# For Johan Elzenga (and anyone else interested in Africa)



## davidedric (Aug 20, 2015)

Hello Johan,

I've appreciated your thoughtful posts here, so I thought I'd have a look at your home page.   What a nice surprise to see you are a regular in one of my favourite places on the planet: the Luangwa Valley.

We must have been there at least a dozen times.  Our first visit was in 1986, and there have been a few changes since then, if not to the valley then to the number of lodges and accommodation.

In fact we are off there again in a couple of weeks.   First a week in Lower Zambezi, then a week with the Coppingers at Tafika in the Nsefu sector in Luangwa.

We are in good company.  A number of years ago, I was fortunate to be able to spend some days with the conservationist/painter David Shepherd (I expect you know of him).   He has two parks at the top of his list, one is Luangwa, and the other is Yala in Sri Lanka.

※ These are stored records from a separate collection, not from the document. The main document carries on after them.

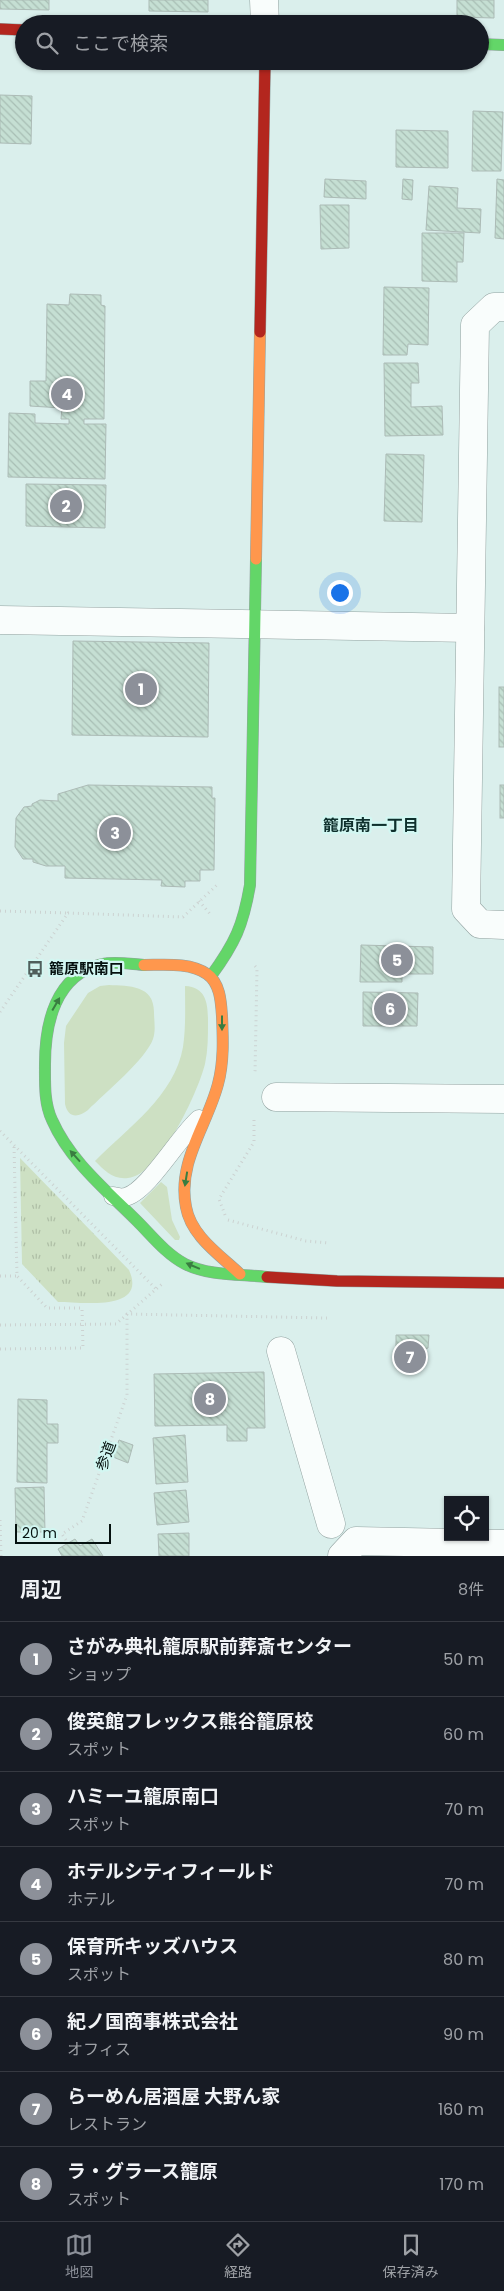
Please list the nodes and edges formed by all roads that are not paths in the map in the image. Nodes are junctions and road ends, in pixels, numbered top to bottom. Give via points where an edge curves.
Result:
1 (264, 0) edge
2 (265, 15) edge
3 (0, 30) edge
4 (15, 30) edge
5 (489, 44) edge
6 (504, 45) edge
7 (266, 70) edge
8 (504, 307) edge
9 (0, 620) edge
10 (254, 625) junction
11 (470, 628) junction
12 (504, 925) edge
13 (211, 976) junction
14 (276, 1097) dead end
15 (504, 1099) edge
16 (207, 1112) junction
17 (113, 1196) junction
18 (240, 1274) junction
19 (504, 1283) edge
20 (281, 1351) dead end
21 (331, 1524) dead end
22 (504, 1544) edge
23 (342, 1556) edge

1 - 2 street
3 - 4 street
5 - 6 street
7 - 10 street
8 - 11 street via 494,307 475,325
9 - 10 street
10 - 11 street
10 - 13 street via 250,884 245,916 230,950
11 - 12 street via 466,910 480,924
13 -> 16 street via 219,990 222,1005 222,1054 215,1094
17 -> 13 street via 65,1145 52,1122 45,1100 48,1018 73,980 90,968 108,963 187,966
14 - 15 street via 453,1088
16 - 17 lane via 186,1130 158,1170 134,1193 124,1197
16 -> 18 street via 187,1171 186,1210 196,1231
18 -> 17 street via 194,1268 173,1256
18 - 19 street via 295,1279
20 - 21 street
22 - 23 street via 356,1541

I'll pass on your regards to the wildlife

Dave


----------



## Johan Elzenga (Aug 20, 2015)

Hi Dave,

Nice to see you have the same interests! Africa is almost an addiction for me. I lost count, but I think I have been there about 50 times by now (though not only in Zambia, of course). Do say hello to the wildlife (and the people) for me. Tell them I'll be back (but I guess they already know that).

Have a great trip,

Johan


----------



## davidedric (Aug 20, 2015)

Yes, addiction is right.  But we've only made about thirty trips 

My wife taught for a year in Uganda in 1969/1970 and that seduced her.  Then we went together, and that was it.  We've been in most, though not all, countries from Ethiopia to the cape.

If you are at all interested, this was my retrospective trip report from our first venture together:

http://safaritalk.net/topic/12130-drc-and-uganda-a-retrospective/

I'll pass on your regards,

Dave


----------